[SOURCE RECORDS — start]
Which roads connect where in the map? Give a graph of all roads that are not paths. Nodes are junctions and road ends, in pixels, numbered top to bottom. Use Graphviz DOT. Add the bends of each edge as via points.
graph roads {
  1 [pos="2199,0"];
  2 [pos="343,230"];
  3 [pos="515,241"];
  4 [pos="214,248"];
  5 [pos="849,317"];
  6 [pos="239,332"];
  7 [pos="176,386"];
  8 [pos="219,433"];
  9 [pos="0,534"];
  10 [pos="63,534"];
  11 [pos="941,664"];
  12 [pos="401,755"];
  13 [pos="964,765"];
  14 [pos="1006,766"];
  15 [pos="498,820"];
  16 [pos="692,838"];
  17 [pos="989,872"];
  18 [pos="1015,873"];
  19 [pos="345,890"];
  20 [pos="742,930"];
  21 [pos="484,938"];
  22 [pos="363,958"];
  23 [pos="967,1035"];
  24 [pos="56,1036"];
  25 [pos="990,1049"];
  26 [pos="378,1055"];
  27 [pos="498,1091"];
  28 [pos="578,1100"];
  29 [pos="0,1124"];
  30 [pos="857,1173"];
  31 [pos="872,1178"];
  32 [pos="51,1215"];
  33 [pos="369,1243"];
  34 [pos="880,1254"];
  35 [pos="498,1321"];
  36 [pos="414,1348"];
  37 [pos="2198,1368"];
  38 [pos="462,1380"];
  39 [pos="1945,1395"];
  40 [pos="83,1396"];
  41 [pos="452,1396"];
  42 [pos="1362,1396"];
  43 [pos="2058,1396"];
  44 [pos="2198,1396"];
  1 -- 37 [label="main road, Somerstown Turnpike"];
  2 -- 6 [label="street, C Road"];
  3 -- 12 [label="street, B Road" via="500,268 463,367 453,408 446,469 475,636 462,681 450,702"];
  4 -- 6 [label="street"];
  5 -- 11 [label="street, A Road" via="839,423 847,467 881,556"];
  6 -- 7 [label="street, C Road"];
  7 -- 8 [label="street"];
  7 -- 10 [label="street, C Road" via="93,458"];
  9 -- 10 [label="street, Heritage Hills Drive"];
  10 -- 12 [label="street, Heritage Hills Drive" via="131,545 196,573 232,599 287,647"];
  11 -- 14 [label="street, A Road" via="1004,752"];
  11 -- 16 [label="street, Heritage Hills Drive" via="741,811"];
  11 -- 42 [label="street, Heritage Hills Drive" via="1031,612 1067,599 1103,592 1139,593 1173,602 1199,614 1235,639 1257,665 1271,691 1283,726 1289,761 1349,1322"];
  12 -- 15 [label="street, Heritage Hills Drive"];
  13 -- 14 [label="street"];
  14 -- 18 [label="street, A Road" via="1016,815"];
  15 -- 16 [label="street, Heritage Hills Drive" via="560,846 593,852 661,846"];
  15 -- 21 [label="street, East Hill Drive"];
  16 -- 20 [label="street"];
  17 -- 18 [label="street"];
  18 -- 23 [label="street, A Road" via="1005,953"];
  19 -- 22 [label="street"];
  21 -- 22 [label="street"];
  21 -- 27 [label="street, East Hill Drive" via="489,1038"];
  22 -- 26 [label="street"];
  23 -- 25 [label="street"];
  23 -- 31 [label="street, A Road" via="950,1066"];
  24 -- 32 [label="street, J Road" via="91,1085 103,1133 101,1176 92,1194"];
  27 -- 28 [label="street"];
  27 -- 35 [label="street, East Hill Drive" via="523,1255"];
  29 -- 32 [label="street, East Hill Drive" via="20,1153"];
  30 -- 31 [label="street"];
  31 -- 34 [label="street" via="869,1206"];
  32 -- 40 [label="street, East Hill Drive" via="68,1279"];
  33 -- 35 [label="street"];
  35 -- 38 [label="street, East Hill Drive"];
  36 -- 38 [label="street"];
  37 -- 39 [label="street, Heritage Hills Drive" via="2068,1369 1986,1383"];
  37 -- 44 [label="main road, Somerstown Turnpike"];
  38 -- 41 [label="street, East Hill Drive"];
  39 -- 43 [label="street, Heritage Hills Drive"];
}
[SOURCE RECORDS — finish]
Every line in the records that holds the word "Turnpike" should be copied into the answer.

RESULT OF THE EXERCISE
  1 -- 37 [label="main road, Somerstown Turnpike"];
  37 -- 44 [label="main road, Somerstown Turnpike"];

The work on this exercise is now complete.